In September 2015, the United Nations General Assembly approved the 2030 Agenda for Sustainable Development and 17 Sustainable Development Goals. These goals serve as a framework for government and the private sector to guide and measure sustainable development as we move toward 2030.
The 17 goals are an ambitious, international call to action to eliminate poverty, safeguard the planet, and improve life — in a sustainable way — for current and future generations. In addition, these goals aim to provide peace and prosperity for everyone around the globe. No small task!
The most concise and easy to remember definition of sustainable development was first coined in The Brundtland Report: “Sustainable development is development that meets the needs of the present without compromising the ability of future generations to meet their own needs.”
A Mini History of Sustainable Development
The United Nations took a survey of 193 governments. At first, there was a list of 300 proposed goals to address the “triple bottom line.” Simply put, they built in priorities for prosperity (economic), people (social), and planet (environmental) goals. It took these representatives over three years to boil this list down to 17 sustainable development goals. Statisticians created 169 targets and 230 indicators to measure progress. More than 700 organizations around the world committed to helping the Sustainable Development Goals (SDGs).
Each of the 17 SDGs to be achieved by 2030 apply to all countries around the world. However, priorities are expected to differ from country to country. For example, the U.S. already has reasonable access to quality education and healthcare. However, inequalities are growing. The U.S. has a coastal economy, which offers trade benefits, but also the risks of rising sea levels.

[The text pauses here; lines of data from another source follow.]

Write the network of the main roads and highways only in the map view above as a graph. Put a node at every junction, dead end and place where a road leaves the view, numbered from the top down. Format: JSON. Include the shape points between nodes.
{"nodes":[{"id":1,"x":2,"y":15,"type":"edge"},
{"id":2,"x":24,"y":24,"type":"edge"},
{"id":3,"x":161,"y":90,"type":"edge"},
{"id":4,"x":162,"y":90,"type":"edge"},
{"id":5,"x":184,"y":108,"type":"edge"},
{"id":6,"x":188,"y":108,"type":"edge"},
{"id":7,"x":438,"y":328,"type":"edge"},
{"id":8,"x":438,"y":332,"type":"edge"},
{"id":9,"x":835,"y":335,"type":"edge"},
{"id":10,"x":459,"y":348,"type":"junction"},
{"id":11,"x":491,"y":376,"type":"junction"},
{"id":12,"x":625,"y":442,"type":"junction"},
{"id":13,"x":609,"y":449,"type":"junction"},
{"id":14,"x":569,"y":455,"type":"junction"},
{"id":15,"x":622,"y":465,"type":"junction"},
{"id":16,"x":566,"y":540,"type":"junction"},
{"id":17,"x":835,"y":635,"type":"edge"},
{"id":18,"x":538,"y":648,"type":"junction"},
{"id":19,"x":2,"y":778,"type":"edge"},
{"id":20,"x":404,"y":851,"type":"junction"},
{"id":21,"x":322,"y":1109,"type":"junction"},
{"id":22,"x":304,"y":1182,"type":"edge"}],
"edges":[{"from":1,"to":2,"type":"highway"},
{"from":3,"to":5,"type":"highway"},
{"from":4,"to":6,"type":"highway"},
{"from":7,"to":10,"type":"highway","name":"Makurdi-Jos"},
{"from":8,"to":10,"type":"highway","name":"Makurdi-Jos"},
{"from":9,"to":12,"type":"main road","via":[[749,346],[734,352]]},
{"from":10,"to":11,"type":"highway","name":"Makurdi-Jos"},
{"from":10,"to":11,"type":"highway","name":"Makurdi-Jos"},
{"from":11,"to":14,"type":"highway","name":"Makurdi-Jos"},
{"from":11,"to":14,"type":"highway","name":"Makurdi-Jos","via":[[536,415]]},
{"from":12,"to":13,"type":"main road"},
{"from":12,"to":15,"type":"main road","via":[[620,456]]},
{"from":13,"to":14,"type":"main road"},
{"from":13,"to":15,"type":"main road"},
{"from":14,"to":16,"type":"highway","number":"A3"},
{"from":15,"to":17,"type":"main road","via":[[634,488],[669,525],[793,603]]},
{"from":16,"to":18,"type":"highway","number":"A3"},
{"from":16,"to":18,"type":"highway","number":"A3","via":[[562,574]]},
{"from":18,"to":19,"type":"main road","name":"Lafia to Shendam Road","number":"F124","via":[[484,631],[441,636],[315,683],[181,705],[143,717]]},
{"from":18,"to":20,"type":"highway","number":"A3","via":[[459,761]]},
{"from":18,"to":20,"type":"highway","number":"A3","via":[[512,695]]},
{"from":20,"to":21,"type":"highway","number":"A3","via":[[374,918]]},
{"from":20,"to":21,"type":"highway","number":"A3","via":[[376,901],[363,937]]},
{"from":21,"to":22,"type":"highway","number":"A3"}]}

Professor Jeffrey Sachs deserves great credit for moving the SDGs forward. Professor Sachs is an economist and public policy analyst. He has served as special advisor to the United Nations as they moved forward to create the SDGs. Professor Sachs has written several books and received many awards.

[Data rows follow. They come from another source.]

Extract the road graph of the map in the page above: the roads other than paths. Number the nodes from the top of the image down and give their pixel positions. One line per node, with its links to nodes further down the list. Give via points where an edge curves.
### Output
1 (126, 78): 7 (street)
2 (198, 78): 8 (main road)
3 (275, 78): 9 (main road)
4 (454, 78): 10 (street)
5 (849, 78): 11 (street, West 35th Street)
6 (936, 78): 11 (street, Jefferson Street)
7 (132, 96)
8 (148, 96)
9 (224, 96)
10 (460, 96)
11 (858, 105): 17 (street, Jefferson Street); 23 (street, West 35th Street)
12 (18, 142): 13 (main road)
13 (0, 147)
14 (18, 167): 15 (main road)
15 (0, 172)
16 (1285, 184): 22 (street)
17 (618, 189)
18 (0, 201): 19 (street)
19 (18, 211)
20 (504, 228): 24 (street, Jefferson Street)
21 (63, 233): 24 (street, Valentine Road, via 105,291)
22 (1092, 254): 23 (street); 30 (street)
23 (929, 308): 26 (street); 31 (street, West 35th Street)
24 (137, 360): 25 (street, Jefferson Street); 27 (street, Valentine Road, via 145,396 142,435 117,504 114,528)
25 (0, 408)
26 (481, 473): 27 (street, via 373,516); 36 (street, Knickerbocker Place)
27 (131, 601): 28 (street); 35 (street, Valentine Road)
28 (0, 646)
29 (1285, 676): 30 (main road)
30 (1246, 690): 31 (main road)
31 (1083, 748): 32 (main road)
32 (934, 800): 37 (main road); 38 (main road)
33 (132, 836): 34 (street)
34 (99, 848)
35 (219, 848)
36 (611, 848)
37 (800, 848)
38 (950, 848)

For example, SDG Indicator 12.1.1 covers sustainable consumption and production. The goal for SDG Indicator 12.1 is to implement a 10-year sustainable consumption and production framework with all all countries taking action by 2030. Review the progress for this indicator:
Why Should I Care about the Sustainable Development Goals?
Wu Hongbo, explained, “If all of the world’s people lived like people in the developed countries do, then we would need three or four different globes to support the demand in terms of natural resources.” This is truly a global, shared agenda. Reaching the goals requires extreme cooperation and action by governments, businesses, and civil society. We can do our part by educating ourselves and each other, and taking part in international discourse and accountability.